JEDDAH: Saudi Arabia’s cocoa and chocolate manufacturing sector is seeing growing entrepreneurial interest, with the number of active commercial registrations reaching 3,532 by the end of June.

A report by the Ministry of Commerce revealed that the Riyadh region topped the list with 1,490 active commercial registrations, followed by the Makkah region with 909 and the Eastern Province with 416. Al-Qassim and Madinah ranked fourth and fifth with 213 and 149 filings, respectively.

The chocolate manufacturing landscape in the Kingdom has evolved considerably, establishing itself as the largest producer among Gulf Cooperation Council countries, according to a release by Mordor Intelligence, a market research firm specializing in data-driven industry insights.

“The industry has shown remarkable progress in adopting advanced manufacturing technologies and sustainable practices, particularly in response to increasing consumer demand for premium chocolate products,” the release highlighted.

The analysis, published in May, indicates that Saudi Arabia had over 1,000 chocolate-producing facilities in 2023, with Riyadh accounting for around 35 percent of these production sites.

It also notes that the country’s chocolate market is segmented by confectionery variants — dark, milk, and white chocolate — and by distribution channels, including convenience stores, online retail, supermarkets, and others.

The report highlighted that this strong manufacturing base enables the country to produce around 50 percent of its chocolate domestically, thereby reducing reliance on imports while maintaining high-quality standards.

The firm estimates the Saudi chocolate market size at $1.23 billion in 2025 and projects it to reach $1.53 billion by the end of the decade, growing at a compound annual growth rate of 4.5 percent during the forecast period from 2025 to 2030.

“The Saudi Arabia chocolate market is experiencing significant transformation driven by changing consumer demographics and preferences. With over half the population under 25 years old as of 2023, the market is heavily influenced by younger consumers who are increasingly health-conscious yet maintain strong chocolate consumption patterns,” the Mordor Intelligence study stated.

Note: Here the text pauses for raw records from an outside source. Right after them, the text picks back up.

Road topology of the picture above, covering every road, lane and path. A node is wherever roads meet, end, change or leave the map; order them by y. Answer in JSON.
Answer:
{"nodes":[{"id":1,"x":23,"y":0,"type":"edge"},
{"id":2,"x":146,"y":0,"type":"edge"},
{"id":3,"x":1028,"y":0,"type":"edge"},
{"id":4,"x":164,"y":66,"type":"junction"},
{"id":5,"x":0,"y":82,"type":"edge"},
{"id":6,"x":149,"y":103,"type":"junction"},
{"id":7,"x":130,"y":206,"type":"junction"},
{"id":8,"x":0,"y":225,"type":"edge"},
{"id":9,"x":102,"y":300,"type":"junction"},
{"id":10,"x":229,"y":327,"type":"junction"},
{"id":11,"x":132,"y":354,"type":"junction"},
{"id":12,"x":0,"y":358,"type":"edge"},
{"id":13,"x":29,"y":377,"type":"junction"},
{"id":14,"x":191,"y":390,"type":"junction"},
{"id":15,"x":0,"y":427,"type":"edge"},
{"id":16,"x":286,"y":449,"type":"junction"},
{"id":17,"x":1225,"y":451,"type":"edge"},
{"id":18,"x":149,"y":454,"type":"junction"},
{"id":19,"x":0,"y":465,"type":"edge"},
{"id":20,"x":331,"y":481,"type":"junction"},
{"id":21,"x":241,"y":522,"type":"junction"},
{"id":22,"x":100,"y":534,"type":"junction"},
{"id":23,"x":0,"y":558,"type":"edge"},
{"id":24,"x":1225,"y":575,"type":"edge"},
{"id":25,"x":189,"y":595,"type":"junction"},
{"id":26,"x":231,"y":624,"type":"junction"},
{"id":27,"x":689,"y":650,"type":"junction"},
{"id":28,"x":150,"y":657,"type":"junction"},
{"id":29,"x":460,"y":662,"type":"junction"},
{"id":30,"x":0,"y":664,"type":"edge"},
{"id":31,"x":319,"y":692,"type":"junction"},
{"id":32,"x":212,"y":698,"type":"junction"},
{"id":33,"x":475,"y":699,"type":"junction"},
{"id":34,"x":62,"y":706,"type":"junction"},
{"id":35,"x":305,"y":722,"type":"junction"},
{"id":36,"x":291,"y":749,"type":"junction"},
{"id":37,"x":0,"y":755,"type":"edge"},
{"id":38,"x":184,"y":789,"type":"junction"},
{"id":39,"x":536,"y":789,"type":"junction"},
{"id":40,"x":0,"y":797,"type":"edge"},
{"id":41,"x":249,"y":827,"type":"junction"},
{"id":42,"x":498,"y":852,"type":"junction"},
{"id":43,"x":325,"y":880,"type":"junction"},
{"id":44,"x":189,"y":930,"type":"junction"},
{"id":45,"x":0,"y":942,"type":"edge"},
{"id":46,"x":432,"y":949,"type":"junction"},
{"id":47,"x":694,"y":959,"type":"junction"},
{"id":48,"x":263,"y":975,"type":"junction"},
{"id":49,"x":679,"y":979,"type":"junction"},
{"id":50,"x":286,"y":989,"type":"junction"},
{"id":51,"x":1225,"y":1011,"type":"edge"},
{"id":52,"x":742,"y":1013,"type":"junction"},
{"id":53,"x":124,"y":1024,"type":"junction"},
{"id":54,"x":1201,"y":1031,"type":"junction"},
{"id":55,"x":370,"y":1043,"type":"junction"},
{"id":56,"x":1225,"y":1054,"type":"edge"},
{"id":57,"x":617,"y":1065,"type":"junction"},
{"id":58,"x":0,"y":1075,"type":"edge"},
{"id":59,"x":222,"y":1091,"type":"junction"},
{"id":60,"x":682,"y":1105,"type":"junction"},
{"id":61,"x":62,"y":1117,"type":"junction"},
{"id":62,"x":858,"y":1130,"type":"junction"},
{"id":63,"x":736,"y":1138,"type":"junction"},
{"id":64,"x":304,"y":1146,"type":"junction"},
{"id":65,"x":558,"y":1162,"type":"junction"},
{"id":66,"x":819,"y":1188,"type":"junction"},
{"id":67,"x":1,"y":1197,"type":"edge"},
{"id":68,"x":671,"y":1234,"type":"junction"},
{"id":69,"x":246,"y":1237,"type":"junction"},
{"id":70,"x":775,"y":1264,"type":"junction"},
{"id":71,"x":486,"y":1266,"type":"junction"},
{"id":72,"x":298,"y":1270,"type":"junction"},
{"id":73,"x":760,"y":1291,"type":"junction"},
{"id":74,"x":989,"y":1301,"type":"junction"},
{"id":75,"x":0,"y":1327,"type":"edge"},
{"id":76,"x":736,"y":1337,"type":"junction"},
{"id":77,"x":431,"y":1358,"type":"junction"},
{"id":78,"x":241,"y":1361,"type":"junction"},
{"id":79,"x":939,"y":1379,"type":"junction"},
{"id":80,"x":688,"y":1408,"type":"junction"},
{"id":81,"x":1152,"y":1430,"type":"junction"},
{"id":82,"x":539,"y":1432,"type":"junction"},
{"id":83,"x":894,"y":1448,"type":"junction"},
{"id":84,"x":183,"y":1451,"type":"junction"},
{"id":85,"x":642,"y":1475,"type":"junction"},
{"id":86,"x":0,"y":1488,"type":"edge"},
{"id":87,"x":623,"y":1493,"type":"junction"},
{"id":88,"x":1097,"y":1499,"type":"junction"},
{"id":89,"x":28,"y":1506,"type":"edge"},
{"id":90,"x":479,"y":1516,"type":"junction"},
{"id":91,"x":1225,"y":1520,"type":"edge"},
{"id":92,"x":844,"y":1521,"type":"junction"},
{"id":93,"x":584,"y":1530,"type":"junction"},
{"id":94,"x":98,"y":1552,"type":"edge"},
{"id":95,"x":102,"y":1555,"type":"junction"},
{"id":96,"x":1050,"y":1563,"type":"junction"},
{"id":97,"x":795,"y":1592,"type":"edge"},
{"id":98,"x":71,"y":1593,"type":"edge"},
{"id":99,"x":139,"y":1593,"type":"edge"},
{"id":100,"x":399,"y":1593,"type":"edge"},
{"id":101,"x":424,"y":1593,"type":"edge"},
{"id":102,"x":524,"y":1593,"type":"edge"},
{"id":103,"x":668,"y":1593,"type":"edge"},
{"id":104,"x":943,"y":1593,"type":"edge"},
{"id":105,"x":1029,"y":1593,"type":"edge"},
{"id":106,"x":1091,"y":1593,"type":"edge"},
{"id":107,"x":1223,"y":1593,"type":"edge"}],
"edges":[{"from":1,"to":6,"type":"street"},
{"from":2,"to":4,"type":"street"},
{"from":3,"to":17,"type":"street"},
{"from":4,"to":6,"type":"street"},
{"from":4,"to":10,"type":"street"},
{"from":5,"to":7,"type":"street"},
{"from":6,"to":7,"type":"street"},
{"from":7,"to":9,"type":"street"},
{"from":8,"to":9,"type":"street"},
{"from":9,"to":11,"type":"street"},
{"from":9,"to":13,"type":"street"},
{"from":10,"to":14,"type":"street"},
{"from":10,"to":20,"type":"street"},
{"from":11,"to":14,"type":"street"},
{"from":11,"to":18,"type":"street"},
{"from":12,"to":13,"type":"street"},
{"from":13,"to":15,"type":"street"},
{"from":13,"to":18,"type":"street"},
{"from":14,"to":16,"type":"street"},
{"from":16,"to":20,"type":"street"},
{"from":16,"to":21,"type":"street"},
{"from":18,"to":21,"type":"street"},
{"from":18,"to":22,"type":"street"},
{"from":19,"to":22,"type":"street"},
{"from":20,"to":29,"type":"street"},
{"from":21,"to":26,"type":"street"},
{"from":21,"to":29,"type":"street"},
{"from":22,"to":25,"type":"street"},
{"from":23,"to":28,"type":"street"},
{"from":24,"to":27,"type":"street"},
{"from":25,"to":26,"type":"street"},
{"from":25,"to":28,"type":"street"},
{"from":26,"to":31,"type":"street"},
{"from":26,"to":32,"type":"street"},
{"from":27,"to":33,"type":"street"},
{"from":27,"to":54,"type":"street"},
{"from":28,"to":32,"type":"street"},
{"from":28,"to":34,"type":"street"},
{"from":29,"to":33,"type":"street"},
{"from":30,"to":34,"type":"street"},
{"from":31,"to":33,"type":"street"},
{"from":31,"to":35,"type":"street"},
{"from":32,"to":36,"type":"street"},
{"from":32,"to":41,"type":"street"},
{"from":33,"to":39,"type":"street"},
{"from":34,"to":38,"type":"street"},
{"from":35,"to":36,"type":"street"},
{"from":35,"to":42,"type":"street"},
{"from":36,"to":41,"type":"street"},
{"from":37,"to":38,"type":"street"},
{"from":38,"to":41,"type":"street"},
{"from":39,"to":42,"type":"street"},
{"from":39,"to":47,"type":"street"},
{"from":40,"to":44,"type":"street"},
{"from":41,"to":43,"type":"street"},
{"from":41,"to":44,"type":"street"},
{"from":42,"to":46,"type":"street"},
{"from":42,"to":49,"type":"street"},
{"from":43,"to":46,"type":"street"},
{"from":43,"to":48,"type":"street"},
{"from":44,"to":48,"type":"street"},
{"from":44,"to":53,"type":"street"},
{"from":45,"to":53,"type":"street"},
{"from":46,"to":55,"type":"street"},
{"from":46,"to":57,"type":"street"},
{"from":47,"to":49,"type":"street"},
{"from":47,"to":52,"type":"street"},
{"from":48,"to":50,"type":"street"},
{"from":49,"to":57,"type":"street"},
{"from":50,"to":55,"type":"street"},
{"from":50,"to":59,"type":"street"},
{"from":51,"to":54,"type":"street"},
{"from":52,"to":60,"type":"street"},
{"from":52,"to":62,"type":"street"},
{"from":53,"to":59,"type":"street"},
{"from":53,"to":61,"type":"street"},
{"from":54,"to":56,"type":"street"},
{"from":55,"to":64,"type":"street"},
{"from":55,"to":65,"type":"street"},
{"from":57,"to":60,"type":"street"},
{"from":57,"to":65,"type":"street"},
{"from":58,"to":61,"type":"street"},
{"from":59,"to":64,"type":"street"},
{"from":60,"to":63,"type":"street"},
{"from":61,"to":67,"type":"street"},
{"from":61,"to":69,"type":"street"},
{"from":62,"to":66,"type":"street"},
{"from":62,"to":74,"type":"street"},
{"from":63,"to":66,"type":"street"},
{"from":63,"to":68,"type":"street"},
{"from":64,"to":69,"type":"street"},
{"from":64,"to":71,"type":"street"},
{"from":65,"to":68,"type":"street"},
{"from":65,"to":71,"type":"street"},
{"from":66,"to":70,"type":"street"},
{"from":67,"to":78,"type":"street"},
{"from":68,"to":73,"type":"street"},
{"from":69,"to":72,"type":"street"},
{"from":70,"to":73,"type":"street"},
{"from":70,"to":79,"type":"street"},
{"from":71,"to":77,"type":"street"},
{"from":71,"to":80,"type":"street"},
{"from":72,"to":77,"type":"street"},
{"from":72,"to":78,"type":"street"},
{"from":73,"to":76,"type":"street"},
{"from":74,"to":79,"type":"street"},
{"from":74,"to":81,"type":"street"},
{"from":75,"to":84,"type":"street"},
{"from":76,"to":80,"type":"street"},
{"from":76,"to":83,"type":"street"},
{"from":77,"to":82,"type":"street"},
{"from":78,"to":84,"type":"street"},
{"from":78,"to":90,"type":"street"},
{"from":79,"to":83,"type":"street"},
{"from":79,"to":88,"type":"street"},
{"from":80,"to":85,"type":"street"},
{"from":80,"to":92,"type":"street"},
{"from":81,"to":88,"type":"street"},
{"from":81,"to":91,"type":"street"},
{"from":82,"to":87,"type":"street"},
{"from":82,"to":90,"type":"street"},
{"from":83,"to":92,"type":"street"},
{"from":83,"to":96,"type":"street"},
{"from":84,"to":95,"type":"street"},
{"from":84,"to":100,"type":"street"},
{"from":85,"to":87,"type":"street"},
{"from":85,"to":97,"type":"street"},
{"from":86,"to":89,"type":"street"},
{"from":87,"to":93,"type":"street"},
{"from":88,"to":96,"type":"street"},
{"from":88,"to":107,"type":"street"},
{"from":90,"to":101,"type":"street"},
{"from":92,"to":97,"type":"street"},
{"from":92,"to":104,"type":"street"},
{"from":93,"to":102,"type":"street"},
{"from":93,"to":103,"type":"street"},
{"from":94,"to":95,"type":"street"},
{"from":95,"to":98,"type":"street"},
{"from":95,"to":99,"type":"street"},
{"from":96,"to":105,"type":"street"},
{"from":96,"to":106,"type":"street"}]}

It added that this demographic shift has led to interesting consumption patterns, with “studies showing that two-thirds of Saudi children consume chocolate twice daily in 2023.”

The firm believes that consumer spending patterns in the Kingdom’s chocolate market reflect the country’s growing affluence and changing preferences.

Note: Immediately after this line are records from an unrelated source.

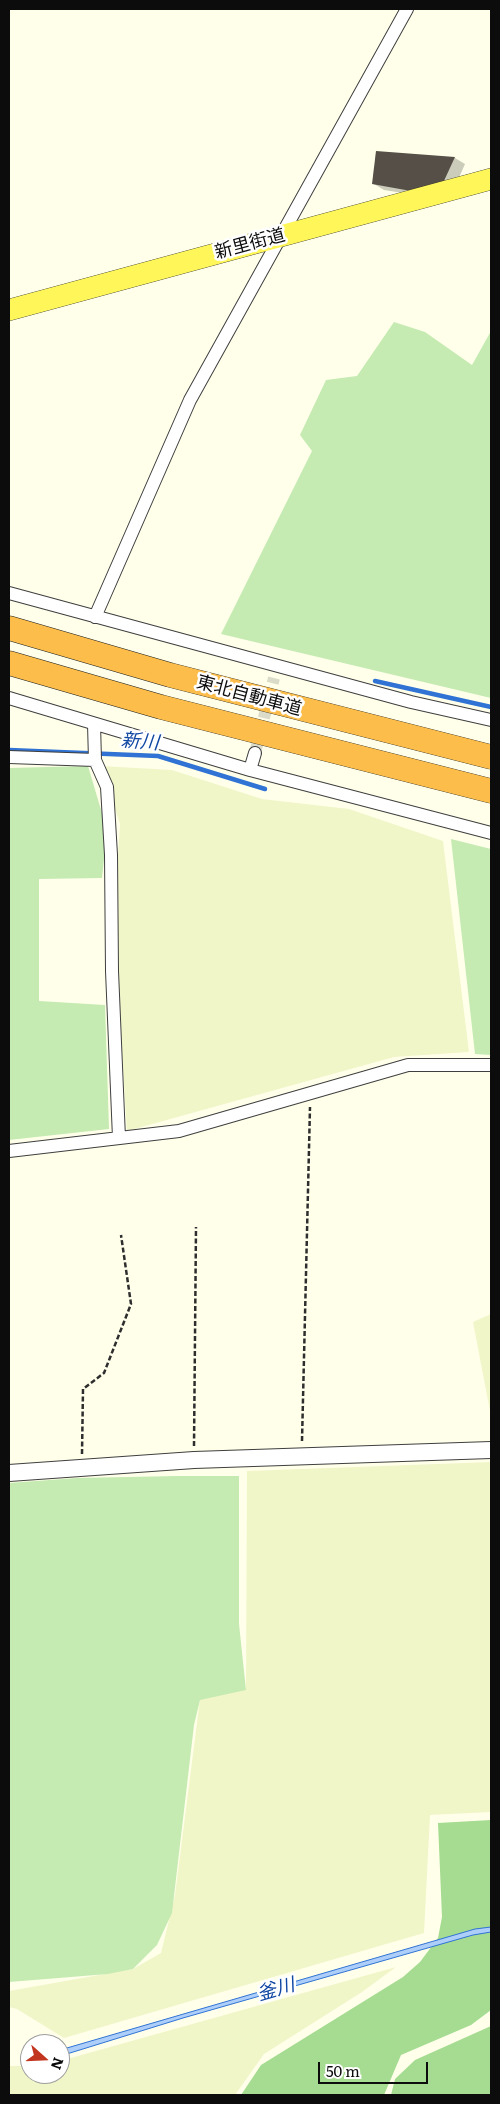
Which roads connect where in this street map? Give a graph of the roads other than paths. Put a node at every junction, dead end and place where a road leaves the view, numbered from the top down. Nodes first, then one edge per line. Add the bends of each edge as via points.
1 (407, 9) edge
2 (491, 179) edge
3 (281, 236) junction
4 (9, 310) edge
5 (9, 592) edge
6 (95, 617) junction
7 (9, 628) edge
8 (9, 663) edge
9 (9, 698) edge
10 (491, 720) edge
11 (94, 724) junction
12 (255, 753) tunnel mouth
13 (9, 757) edge
14 (491, 757) edge
15 (95, 760) junction
16 (250, 770) junction
17 (491, 792) edge
18 (491, 833) edge
19 (491, 1065) edge
20 (119, 1138) junction
21 (9, 1151) edge
22 (491, 1450) edge
23 (9, 1472) edge

1 - 3 street
2 - 3 main road, 新里街道
3 - 4 main road, 新里街道
3 - 6 street via 190,400
5 - 6 street
6 - 10 street via 276,672
7 - 14 highway, 東北自動車道 via 179,677
8 - 17 highway, 東北自動車道 via 161,707
9 - 11 street
11 - 15 street
11 - 16 street
12 - 16 street
13 - 15 street
15 - 20 street via 107,787
16 - 18 street
19 - 20 street via 408,1065 179,1131
20 - 21 street
22 - 23 street via 194,1460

“In 2023, the annual chocolate expenditure per person in Saudi Arabia reached $41, significantly higher than the Middle Eastern average of $4. This high per capita spending is particularly noteworthy given that over 66 percent of consumers in Saudi Arabia claimed they were willing to pay more for quality products in 2022,” the analysis said.

The study noted that the trend toward premiumization has prompted chocolate manufacturers in the Kingdom to introduce more sophisticated product lines and innovative flavor combinations.

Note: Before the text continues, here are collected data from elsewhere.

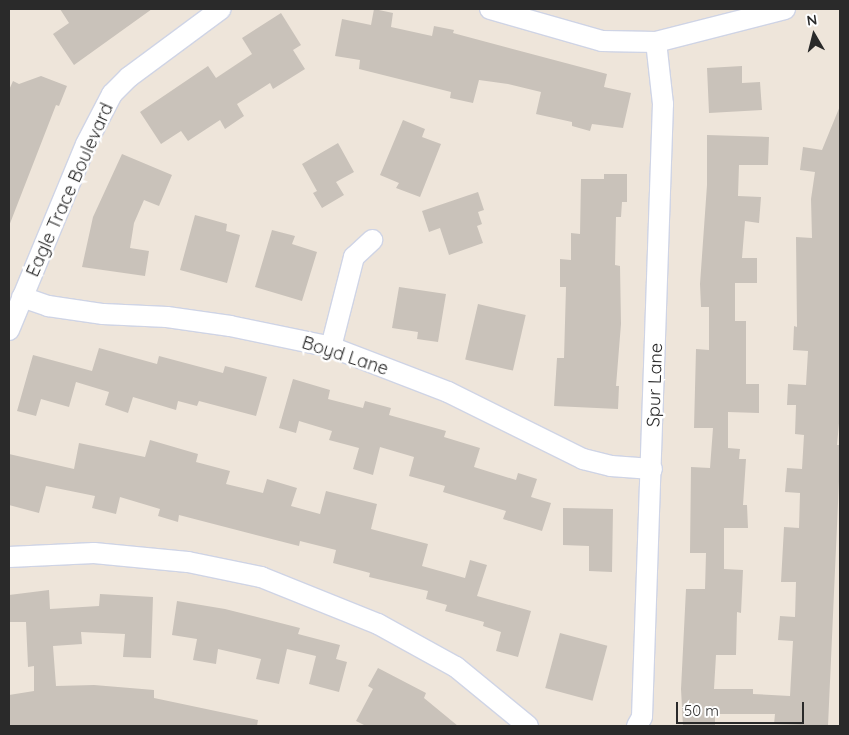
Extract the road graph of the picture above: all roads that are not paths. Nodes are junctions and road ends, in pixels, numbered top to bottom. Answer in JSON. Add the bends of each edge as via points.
{"nodes":[{"id":1,"x":220,"y":9,"type":"edge"},
{"id":2,"x":490,"y":9,"type":"edge"},
{"id":3,"x":785,"y":9,"type":"edge"},
{"id":4,"x":656,"y":42,"type":"junction"},
{"id":5,"x":372,"y":240,"type":"dead end"},
{"id":6,"x":22,"y":297,"type":"junction"},
{"id":7,"x":9,"y":330,"type":"edge"},
{"id":8,"x":330,"y":347,"type":"junction"},
{"id":9,"x":652,"y":469,"type":"junction"},
{"id":10,"x":9,"y":557,"type":"edge"},
{"id":11,"x":528,"y":726,"type":"edge"},
{"id":12,"x":637,"y":726,"type":"edge"}],
"edges":[{"from":1,"to":6,"type":"street","name":"Eagle Trace Boulevard","via":[[129,77],[112,94],[86,144]]},
{"from":2,"to":4,"type":"street","via":[[602,42]]},
{"from":3,"to":4,"type":"street"},
{"from":4,"to":9,"type":"street","name":"Spur Lane","via":[[663,104]]},
{"from":5,"to":8,"type":"street","via":[[354,257]]},
{"from":6,"to":7,"type":"street","name":"Eagle Trace Boulevard"},
{"from":6,"to":8,"type":"street","name":"Boyd Lane","via":[[48,306],[230,326]]},
{"from":8,"to":9,"type":"street","name":"Boyd Lane","via":[[448,392],[583,459],[611,466]]},
{"from":9,"to":12,"type":"street","name":"Spur Lane","via":[[642,717]]},
{"from":10,"to":11,"type":"street","via":[[94,553],[188,562],[261,577],[378,624],[456,667]]}]}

According to Mordor Intelligence’s global chocolate market analysis, the industry is experiencing a notable shift in consumption patterns, particularly in established markets where sophisticated consumer preferences are driving product innovation.

“Europe stands as a testament to this trend, processing 35 percent of the world’s cacao and accounting for 45 percent of global chocolate consumption in 2022. Switzerland leads this consumption pattern with an impressive chocolate consumption per capita of 11 kg in 2022, setting benchmarks for premium chocolate consumption globally,” the firm said in its release.

It added that this high consumption rate has encouraged manufacturers to expand their premium product lines and experiment with new flavors and formulations.

The company further reported that global chocolate demand is rising, driven by increased per capita consumption and a strong gifting culture. It added that Europe leads consumption, accounting for nearly 48 percent of the market, with the UK and Switzerland having the highest per capita rates.